Barbara Maloutas’s new collection, the whole Marie—a reticent, puzzling and beautiful book—follows in the footsteps of Gertrude Stein as well as Lyn Hejinian and other Language poets. Maloutas eschews grandness of gesture, overt drama and pat closure in favor of low-key impersonality and a shrewdly layered fragmentedness. Like most postmodern poetry, this is work that seeks to sabotage both the romanticization of the self and the notion of text as an escapist dream. What I find individual and unusual about Maloutas is the candid roughness and methodical awkwardness of her voice; she is more interested in language as exploration than she is in turning out lovely, audience-pleasing lines. I have often heard her read her work (we attend the same workshops and readings in Los Angeles); she reads quietly and self-effacingly, determined not to perform, and yet her writing has quite a bit of life on the page:

Who I am doesn’t matter.
I am the least invested

in the construction. It is
after all a project.
For better or for worse

it does not include everyone
and least of all
strangers who are not invested at all.

These lines, from “Miscalculations: A Guide,” typify Maloutas’s restrained approach, and touch on two salient characteristics of her (and most Language) poetry: a determined de-emphasis on the drama of the poet’s own life, as well as the expectation that the reader work, that the reader be “invested,” and—in a sense—participate in the making of the poem’s meaning. (Language poets would cite the latter characteristic, especially, as a democratizing element of their movement; but since few readers are willing to work that hard, it is doubtful that much democratization is in fact happening, as the above passage acknowledges: “it does not include everyone.”) In section 9 of her “On Porto” series, she writes, “only in words are we aware.” Attention is paid to words not just as the symbols they inevitably must be, but also as material objects. In section 82 of “Proofing Against April,” Maloutas says, “It was breath, most likely, that was her guide.” Taken out of the (intentionally fragmented) context of the poem in which it appears, this passage could be read as a potential critic’s grappling with the poet’s intentions. Theory—and preoccupation with the very process of writing poetry—has come to be part of the subject matter of the poems.
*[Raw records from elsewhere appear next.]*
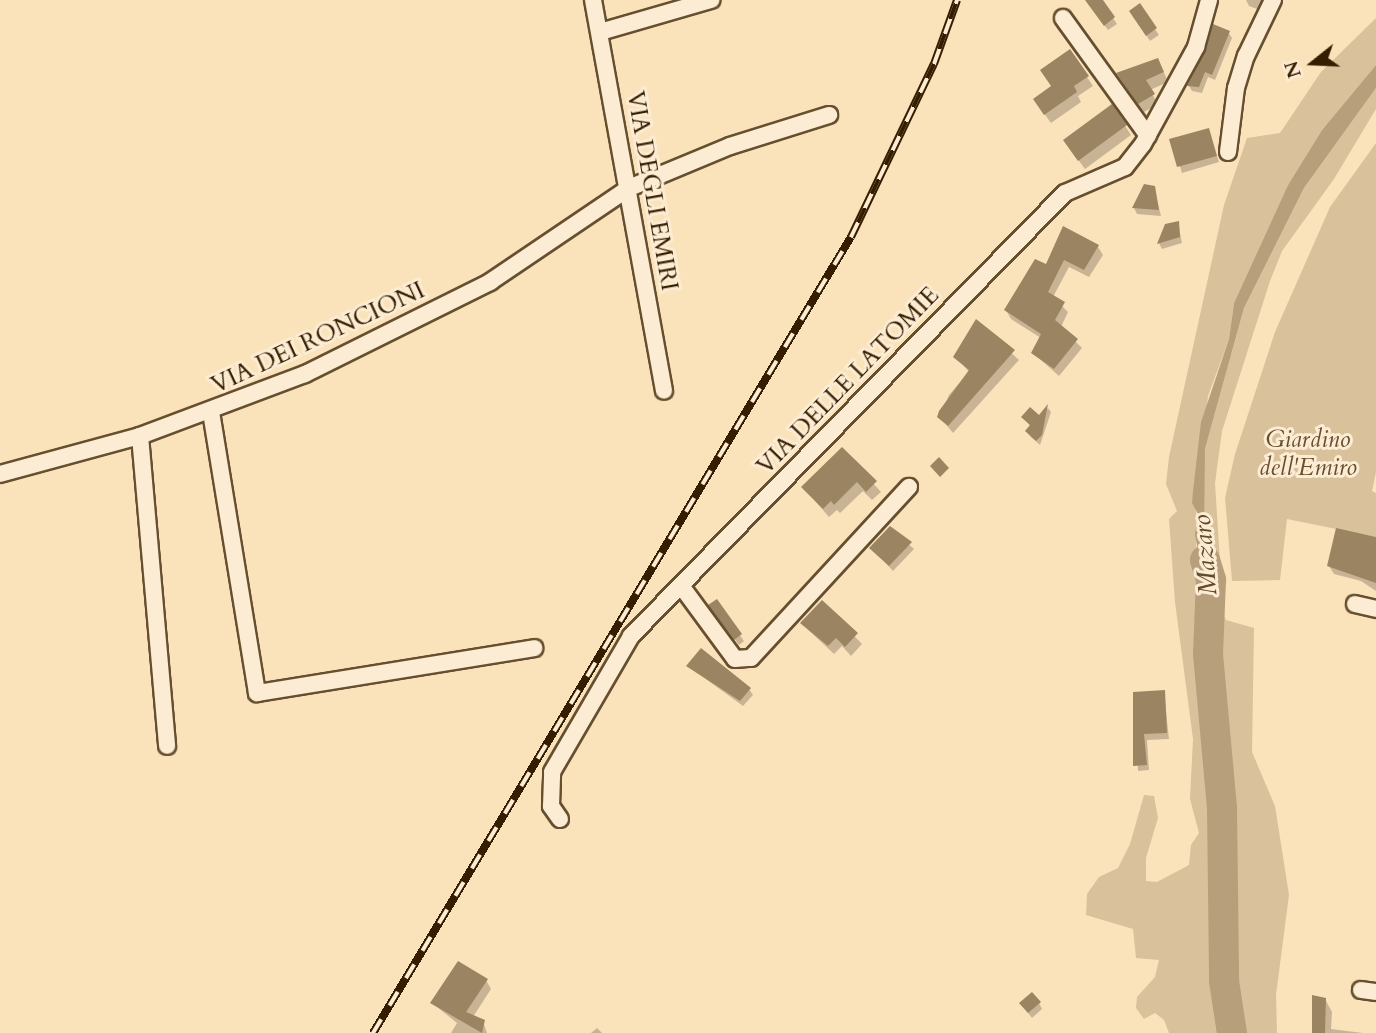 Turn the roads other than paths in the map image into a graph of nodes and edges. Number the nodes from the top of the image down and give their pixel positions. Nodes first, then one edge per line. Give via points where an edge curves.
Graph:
1 (593, 0) edge
2 (711, 0) edge
3 (1209, 0) edge
4 (1273, 0) edge
5 (1063, 18) dead end
6 (600, 32) junction
7 (830, 115) dead end
8 (1148, 136) junction
9 (1228, 152) dead end
10 (629, 188) junction
11 (664, 391) dead end
12 (211, 412) junction
13 (140, 436) junction
14 (0, 474) edge
15 (909, 487) dead end
16 (681, 587) junction
17 (1355, 604) dead end
18 (1376, 609) edge
19 (534, 648) dead end
20 (167, 746) dead end
21 (560, 819) dead end

1 - 6 street, VIA DEGLI EMIRI
2 - 6 street
3 - 8 street, VIA DELLE LATOMIE via 1196,47
4 - 9 street via 1236,88
5 - 8 street
6 - 10 street, VIA DEGLI EMIRI
7 - 10 street, VIA DEI RONCIONI via 730,146
8 - 16 street, VIA DELLE LATOMIE via 1125,167 1065,193
10 - 11 street, VIA DEGLI EMIRI
10 - 12 street, VIA DEI RONCIONI via 490,282 304,374
12 - 13 street, VIA DEI RONCIONI
12 - 19 street via 257,693
13 - 14 street, VIA DEI RONCIONI
13 - 20 street
15 - 16 street via 751,658 735,659
16 - 21 street, VIA DELLE LATOMIE via 631,636 568,741 548,788 551,806
17 - 18 street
Maloutas permits herself few moments of flowing lyricism: “the small sounds in the plowed ground will last forever,” from section 17 of the prose poem “On Porto,” is a sensuous surprise after the deliberate flatness of “see how they keep the trees rake ready and sunned; I am becoming a grove; (g)ods took lovers in groves; a mere setting; a lower case almighty for their gods’ fears and doubts.” (I was at first unable to discover the purpose of these parentheses, but Maloutas has shed some light on the matter in a letter to me: “I am aware of the field of the page and use many things to disrupt, reinterpret, slow down, question and support language on a page.” More specifically, parentheses serve to “make connection through image. . . expand a notion through association or opposition. . . emphasize and do what the image suggests or cause hesitation. . . or make little words more important than big words.”) There is always movement in these pieces in spite of the apparent flatness of the style, the same way the there is movement in the music of the Minimalist composers. An untitled, sonnet-like, italicized poem that opens the collection plays with the same phrase over and over; it begins:

this learning to tell time
  his learning to tell time
    is learning to tell time
      learning to tell time
       learning to tell me
    is learning to tell me
  his learning to tell me

I find it remarkable how much Maloutas does with one line, how much meaning she conveys by simply adding and deleting letters. The poem opens up to include both first and third person, and even the hint of a story. Remarkable, too, is the way Maloutas discovers what words (and sounds and meanings) can do without being beholden to any agenda or thesis; she allows words to take her where they will, without getting in their way. However, no poetry can be utterly without drama, as the last three lines of this poem show: “being 1:11, almost, she couldn’t / quite tell what time it was when / the earthquake hit.”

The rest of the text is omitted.